One without the other? Would that work? If you have no resolve, can you persevere?
I keep coming back to the words of Deng MIn Dao in 365 Tao where he wrote “each day passes whether you participate or not.” I often chastise myself for not doing more with my time and get comorted that it isn’t true . . . but I know it is.
I’ve done little of this quality since . . . I had a “done that, what’s next?” way of thinking. But something has changed, I can feel it. It might be something to do with age, that feeling that time is becoming more precious when you know that perhaps 2/3 to 3/4 of you life has passed or it may be because I have the time to devote to . . . what?
If you visit here often you’ll be aware of the breadth of what I do . . . and I love that aspect of just mucking around trying many things but now, now I want something a little more. In a word, I want excellence.
During the last couple of days I’ve left comments on two of my favourite blogs, that of Quinn McDonald and Diana Trout that excellence is my goal.
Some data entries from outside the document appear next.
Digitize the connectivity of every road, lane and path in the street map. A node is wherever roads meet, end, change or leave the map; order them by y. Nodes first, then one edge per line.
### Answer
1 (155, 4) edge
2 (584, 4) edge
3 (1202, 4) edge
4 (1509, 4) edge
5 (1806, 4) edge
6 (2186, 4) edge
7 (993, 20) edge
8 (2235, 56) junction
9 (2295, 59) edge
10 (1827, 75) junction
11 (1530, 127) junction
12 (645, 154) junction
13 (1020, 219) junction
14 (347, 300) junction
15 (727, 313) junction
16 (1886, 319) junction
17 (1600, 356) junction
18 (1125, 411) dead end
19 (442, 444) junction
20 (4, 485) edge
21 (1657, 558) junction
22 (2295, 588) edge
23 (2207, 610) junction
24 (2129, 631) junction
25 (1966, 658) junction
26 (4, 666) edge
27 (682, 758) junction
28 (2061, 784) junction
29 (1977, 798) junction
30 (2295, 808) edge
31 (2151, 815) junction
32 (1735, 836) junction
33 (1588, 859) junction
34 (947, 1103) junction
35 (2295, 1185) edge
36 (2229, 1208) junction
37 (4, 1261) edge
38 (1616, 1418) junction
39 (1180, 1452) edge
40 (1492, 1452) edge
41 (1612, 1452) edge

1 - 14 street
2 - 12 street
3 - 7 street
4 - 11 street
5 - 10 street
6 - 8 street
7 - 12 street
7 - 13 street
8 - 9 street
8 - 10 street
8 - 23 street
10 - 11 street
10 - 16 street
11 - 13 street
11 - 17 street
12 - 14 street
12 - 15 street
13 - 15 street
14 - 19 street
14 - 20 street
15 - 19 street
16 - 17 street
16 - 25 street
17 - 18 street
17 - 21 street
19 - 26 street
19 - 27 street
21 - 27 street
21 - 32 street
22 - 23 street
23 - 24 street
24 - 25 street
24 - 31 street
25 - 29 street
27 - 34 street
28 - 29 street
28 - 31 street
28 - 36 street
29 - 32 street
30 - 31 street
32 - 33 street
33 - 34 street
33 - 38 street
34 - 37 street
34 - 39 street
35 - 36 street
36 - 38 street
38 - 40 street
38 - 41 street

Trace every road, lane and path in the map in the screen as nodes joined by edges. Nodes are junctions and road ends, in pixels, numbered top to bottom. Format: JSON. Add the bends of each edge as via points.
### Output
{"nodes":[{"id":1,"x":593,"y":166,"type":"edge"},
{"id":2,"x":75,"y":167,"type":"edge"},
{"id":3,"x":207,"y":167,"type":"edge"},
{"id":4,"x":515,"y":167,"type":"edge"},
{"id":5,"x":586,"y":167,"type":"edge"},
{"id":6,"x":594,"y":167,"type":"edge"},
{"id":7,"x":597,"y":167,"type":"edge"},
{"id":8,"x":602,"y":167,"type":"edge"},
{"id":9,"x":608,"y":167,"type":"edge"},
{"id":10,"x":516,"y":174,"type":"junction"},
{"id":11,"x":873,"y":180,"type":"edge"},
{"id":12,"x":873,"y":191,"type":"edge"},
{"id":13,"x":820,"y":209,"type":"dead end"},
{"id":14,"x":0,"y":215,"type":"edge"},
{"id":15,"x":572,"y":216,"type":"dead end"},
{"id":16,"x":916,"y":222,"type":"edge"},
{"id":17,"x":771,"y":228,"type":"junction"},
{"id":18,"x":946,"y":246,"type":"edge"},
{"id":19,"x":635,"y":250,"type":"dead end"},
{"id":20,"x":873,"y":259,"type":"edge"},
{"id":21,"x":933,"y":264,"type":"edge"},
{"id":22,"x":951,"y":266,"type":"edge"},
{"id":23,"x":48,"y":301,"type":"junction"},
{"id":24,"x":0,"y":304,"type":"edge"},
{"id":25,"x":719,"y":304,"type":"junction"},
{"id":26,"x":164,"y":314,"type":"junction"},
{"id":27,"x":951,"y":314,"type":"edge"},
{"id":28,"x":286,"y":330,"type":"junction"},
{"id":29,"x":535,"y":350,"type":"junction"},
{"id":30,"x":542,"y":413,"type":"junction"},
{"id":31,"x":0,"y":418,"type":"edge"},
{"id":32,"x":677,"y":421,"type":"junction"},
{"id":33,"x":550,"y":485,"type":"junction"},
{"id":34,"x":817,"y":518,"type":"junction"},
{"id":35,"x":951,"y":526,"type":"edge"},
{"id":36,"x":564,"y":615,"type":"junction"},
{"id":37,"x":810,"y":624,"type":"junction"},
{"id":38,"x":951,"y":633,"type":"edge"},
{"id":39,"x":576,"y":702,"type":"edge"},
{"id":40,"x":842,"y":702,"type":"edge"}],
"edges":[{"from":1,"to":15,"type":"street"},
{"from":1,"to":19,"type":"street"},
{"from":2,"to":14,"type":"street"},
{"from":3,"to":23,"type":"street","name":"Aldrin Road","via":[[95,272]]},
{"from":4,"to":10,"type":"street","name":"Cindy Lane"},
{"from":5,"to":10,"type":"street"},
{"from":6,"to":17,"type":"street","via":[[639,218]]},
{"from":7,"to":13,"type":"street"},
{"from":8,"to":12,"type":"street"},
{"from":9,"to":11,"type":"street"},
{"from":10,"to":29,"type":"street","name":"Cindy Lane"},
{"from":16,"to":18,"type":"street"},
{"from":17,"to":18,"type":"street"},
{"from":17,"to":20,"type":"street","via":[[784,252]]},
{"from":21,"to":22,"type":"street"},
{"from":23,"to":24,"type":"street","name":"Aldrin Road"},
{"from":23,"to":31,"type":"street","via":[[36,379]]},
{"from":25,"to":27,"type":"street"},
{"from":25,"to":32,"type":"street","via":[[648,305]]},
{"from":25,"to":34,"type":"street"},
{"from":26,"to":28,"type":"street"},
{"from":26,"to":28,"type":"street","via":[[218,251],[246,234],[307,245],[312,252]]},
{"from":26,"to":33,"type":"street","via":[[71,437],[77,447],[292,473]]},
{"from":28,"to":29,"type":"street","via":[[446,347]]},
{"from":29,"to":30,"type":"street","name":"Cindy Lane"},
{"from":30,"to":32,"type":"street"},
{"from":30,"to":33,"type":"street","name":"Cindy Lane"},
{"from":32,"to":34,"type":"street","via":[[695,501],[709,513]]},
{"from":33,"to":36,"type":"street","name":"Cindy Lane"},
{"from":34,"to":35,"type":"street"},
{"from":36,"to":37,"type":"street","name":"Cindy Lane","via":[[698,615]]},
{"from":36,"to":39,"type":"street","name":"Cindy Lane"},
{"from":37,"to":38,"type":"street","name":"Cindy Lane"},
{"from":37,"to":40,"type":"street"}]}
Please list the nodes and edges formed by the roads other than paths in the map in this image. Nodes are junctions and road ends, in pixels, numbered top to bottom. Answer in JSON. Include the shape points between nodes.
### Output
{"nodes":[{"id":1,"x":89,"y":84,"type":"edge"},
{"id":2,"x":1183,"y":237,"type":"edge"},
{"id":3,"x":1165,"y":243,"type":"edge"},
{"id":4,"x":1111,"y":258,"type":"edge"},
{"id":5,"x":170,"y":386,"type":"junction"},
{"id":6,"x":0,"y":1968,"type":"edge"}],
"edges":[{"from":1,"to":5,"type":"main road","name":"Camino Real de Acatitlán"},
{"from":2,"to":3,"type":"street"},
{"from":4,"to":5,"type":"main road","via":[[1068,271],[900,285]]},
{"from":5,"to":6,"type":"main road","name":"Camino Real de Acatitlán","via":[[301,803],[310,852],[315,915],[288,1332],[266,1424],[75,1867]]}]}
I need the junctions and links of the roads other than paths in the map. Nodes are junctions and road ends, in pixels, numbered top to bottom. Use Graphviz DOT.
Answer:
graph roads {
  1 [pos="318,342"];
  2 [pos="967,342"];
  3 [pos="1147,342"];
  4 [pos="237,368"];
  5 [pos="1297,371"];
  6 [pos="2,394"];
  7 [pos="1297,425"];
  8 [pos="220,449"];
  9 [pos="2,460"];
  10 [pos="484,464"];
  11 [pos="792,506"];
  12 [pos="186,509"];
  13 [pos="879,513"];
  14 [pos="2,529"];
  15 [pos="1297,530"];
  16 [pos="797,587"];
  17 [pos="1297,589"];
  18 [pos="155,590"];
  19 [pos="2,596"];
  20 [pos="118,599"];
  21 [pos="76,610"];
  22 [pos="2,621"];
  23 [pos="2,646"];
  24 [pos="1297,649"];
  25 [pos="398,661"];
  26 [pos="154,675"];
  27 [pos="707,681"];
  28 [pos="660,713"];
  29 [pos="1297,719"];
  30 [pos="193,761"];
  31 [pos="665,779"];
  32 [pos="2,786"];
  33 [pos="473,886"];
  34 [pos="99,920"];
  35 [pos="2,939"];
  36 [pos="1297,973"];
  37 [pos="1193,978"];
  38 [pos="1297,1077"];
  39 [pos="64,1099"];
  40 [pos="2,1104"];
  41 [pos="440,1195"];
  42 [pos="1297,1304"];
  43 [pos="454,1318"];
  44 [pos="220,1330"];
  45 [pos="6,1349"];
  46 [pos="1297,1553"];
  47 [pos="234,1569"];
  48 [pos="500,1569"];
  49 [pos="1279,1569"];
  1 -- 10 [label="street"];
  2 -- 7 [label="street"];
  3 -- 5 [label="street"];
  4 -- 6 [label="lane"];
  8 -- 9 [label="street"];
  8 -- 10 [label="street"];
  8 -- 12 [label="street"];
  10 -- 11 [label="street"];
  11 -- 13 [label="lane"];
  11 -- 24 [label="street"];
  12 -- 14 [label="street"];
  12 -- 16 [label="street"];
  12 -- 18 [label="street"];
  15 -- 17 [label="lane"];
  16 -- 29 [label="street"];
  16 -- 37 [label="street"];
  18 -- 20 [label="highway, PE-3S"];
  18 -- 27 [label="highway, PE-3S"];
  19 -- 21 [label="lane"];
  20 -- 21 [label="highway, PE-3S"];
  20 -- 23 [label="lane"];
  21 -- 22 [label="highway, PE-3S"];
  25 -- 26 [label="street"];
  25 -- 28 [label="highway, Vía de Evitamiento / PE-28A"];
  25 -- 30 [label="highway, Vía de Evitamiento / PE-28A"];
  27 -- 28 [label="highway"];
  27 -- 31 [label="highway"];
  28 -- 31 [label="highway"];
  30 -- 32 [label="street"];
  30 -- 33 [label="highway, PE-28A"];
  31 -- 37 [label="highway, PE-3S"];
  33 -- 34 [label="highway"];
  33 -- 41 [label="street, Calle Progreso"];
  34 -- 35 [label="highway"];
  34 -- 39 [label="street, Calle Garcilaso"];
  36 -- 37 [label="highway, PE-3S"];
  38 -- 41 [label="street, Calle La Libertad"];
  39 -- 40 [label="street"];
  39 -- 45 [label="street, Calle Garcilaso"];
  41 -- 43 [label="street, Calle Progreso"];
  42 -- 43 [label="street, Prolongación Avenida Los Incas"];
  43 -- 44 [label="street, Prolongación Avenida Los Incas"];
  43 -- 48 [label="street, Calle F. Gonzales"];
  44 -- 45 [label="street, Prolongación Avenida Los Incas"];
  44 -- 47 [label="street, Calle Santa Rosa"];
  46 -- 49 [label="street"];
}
I’m such a dabbler flitting from one thing to another and while I can do a reasonable job in what ever I try, I’d like to be really good at one thing over and above all the others . . . to feel accomplished instead of ‘almost there’ and I guess that’s what keeps me going, the search for that fabulous feeling of a job well done at the moment of completion . . . and then do it again in search of that high. I need to focus or I’ll just fly around in circles like a catherine wheel and never achieve the best result that I’m capable of!
People get to the top of whatever they do because they have the drive and passion and perhaps that’s what others respond to as much as their work. I don’t necessariy want to reach some pinnacle of fame and fortune . . . I just want to be able to look at what I’ve done and say “Now that is well made!” I want it to be well made to my satisfaction which, surprisingly, does allow for small imperfections. I want to make things that I think are original, unique.
So my resolve . . . to persevere in my search for originality and excellence. Now I need to focus. Continue to muck around, yes, but perhaps flit a little slower between my varied interests? Is that possible? To flit at a slower pace? Maybe a month by month focus?
I started with questions and have ended the same way . . . that’s life.